Conselheiro do TCE-MT quer criar 'foro privilegiado' para julgar colegas improbos
27 de Junho de 2013, 07h32
Antonio Joaquim, conselheiro do Tribunal de Contas do Estado de Mato Grosso (TCE-MT) e presidente da Associação dos Membros dos Tribunais de Contas do Brasil (Atricon), parece não estar satisfeito com os bilhões desperdiçados anualmente pelos 34 tribunais de contas existentes no país. Quer agora criar um Conselho Nacional de Tribunais de Contas para 'fiscalizar' a atuação dos pares Brasil afora.
Sem pudor, Antonio Joaquim citou as recentes condenações dos ex-conselheiros Gonçalo Pedroso Branco de Barros, Ary Leite de Campos e Ubiratan Spinelli para justificar a proposta. Segundo o Conselho Nacional de Justiça, os três ex-conselheiros do TCE-MT declararam como 'despesas médicas' valores que na verdade foram usados em gastos com massagens, supermercados e até com fretamento de aeronaves. Terão que devolver o dinheiro e tiveram também os direitos políticos cassados temporariamente.

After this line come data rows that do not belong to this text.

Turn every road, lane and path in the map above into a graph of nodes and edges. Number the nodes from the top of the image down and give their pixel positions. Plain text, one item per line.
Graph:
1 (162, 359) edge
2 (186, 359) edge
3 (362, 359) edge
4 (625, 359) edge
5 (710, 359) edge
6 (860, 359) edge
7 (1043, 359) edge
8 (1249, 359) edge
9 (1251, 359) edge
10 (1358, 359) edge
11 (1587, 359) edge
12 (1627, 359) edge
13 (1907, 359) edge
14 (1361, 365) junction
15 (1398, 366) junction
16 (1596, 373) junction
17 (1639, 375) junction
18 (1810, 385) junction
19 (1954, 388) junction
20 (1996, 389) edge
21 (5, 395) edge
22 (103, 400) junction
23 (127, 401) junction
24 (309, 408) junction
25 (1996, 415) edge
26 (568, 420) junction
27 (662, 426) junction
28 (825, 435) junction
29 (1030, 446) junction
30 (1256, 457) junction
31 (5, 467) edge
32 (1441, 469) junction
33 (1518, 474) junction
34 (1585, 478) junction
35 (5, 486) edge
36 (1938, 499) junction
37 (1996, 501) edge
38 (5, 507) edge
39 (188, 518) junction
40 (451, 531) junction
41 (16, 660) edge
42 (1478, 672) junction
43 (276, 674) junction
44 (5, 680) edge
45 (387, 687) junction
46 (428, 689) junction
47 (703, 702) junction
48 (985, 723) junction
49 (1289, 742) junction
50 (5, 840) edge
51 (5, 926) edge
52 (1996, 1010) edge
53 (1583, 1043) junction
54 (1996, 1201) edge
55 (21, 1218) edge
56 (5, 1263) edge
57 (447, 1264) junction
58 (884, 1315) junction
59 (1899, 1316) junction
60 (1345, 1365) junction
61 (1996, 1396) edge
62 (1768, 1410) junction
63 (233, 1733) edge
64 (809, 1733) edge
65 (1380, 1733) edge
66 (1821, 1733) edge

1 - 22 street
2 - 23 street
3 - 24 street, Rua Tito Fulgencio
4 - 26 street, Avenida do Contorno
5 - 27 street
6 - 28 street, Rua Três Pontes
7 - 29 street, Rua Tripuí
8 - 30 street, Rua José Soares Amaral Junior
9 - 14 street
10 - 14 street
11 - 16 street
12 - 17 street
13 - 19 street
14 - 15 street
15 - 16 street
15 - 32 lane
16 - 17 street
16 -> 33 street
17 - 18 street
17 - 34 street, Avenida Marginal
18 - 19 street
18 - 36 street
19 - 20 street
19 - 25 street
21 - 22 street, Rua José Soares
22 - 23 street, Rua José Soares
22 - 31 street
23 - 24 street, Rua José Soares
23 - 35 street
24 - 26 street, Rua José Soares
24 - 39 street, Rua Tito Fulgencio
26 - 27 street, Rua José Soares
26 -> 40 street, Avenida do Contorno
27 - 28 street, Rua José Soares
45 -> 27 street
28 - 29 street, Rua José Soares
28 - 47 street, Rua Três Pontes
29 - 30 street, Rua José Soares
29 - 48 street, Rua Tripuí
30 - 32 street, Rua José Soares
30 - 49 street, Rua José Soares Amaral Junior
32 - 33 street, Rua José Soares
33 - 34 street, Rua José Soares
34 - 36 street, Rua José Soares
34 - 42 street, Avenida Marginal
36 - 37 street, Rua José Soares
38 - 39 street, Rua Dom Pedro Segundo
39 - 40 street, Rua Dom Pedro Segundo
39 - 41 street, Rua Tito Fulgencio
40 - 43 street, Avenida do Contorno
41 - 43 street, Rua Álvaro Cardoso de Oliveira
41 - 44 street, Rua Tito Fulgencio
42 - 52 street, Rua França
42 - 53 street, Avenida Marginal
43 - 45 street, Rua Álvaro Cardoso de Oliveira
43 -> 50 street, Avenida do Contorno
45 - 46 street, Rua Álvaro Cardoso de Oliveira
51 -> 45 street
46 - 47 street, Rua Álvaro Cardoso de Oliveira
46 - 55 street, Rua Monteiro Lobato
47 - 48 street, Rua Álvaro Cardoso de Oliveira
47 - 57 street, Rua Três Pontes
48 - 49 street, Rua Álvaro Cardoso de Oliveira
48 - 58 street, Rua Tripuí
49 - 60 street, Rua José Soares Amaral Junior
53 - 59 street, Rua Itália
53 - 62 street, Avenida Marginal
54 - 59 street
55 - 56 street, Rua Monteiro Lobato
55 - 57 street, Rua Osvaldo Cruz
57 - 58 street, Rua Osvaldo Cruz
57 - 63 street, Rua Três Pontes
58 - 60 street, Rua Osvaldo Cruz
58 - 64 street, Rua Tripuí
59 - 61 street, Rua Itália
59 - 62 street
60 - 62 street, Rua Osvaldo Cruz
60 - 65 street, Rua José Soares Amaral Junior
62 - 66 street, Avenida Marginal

Antonio Joaquim jura que as condenações decorrem de uma suposta má vontade do Judiciário e do Ministério Público com os integrantes dos Tribunais de Contas. Daí o desejo de criar um foro próprio para julgar conselheiros suspeitos de desonestidade.

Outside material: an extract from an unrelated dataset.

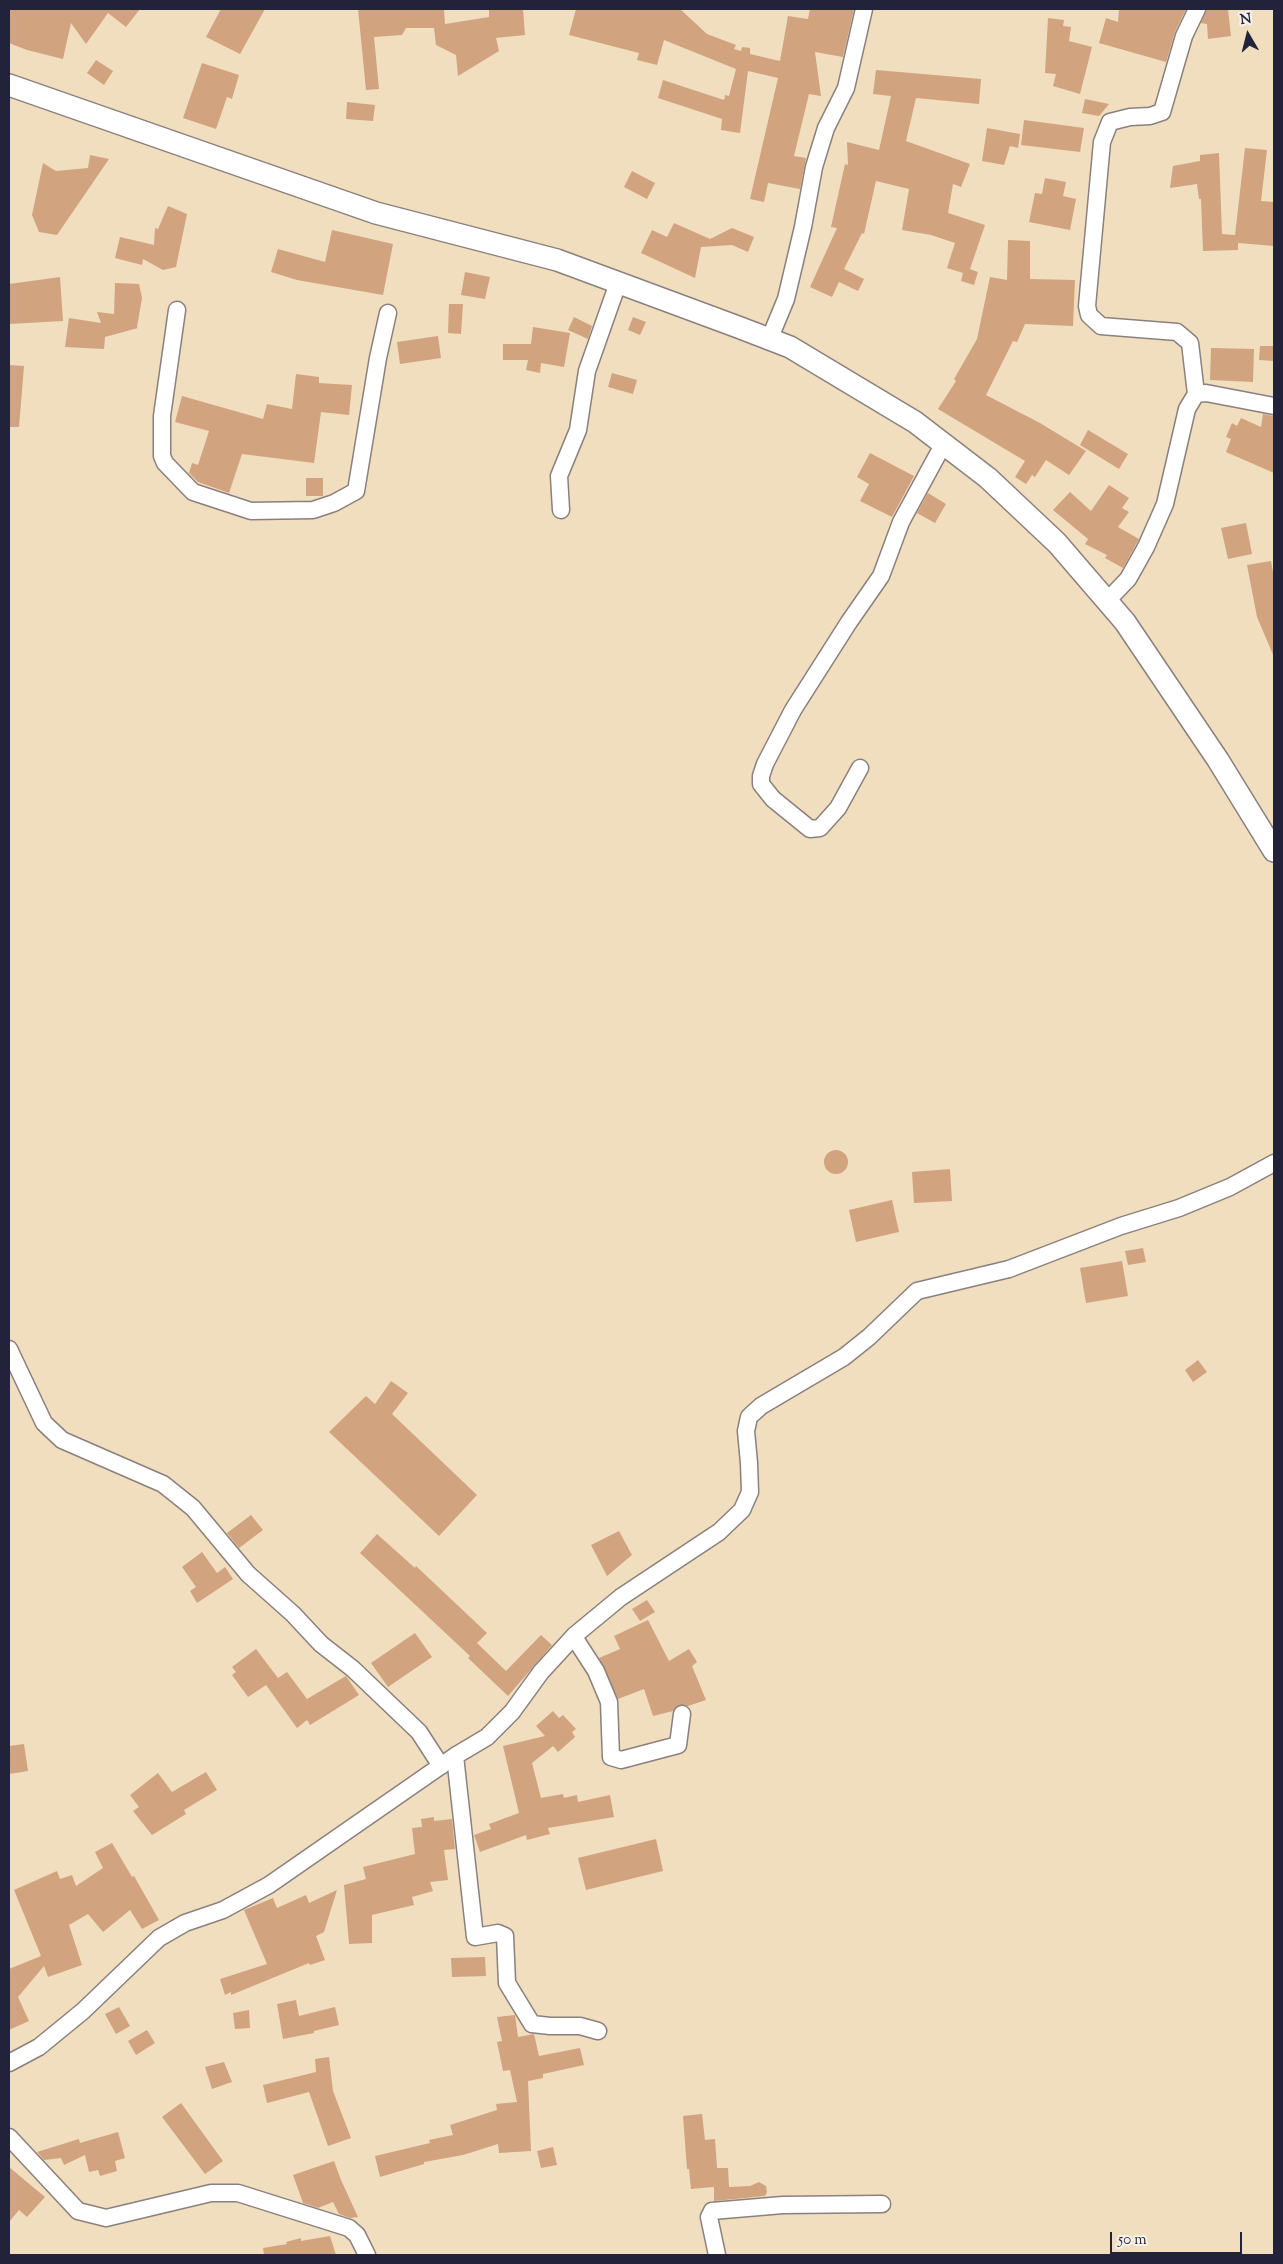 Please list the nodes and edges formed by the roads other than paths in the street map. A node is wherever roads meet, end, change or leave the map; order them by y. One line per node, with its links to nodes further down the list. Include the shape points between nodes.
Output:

Mas, cá entre nós, juízes e promotores têm sido até muito condescendentes com a categoria. E, ao invés de pensar em criar mais uma estrutura perdulária, melhor seria extinguir os tribunais de contas e seus agregados - como o Ministério Público de Contas.
No fundo, esses órgãos servem apenas para consumir dinheiro público e, não raro, tornam-se cúmplices da improbidade nas instâncias do Executivo e do Legislativo que deveriam fiscalizar.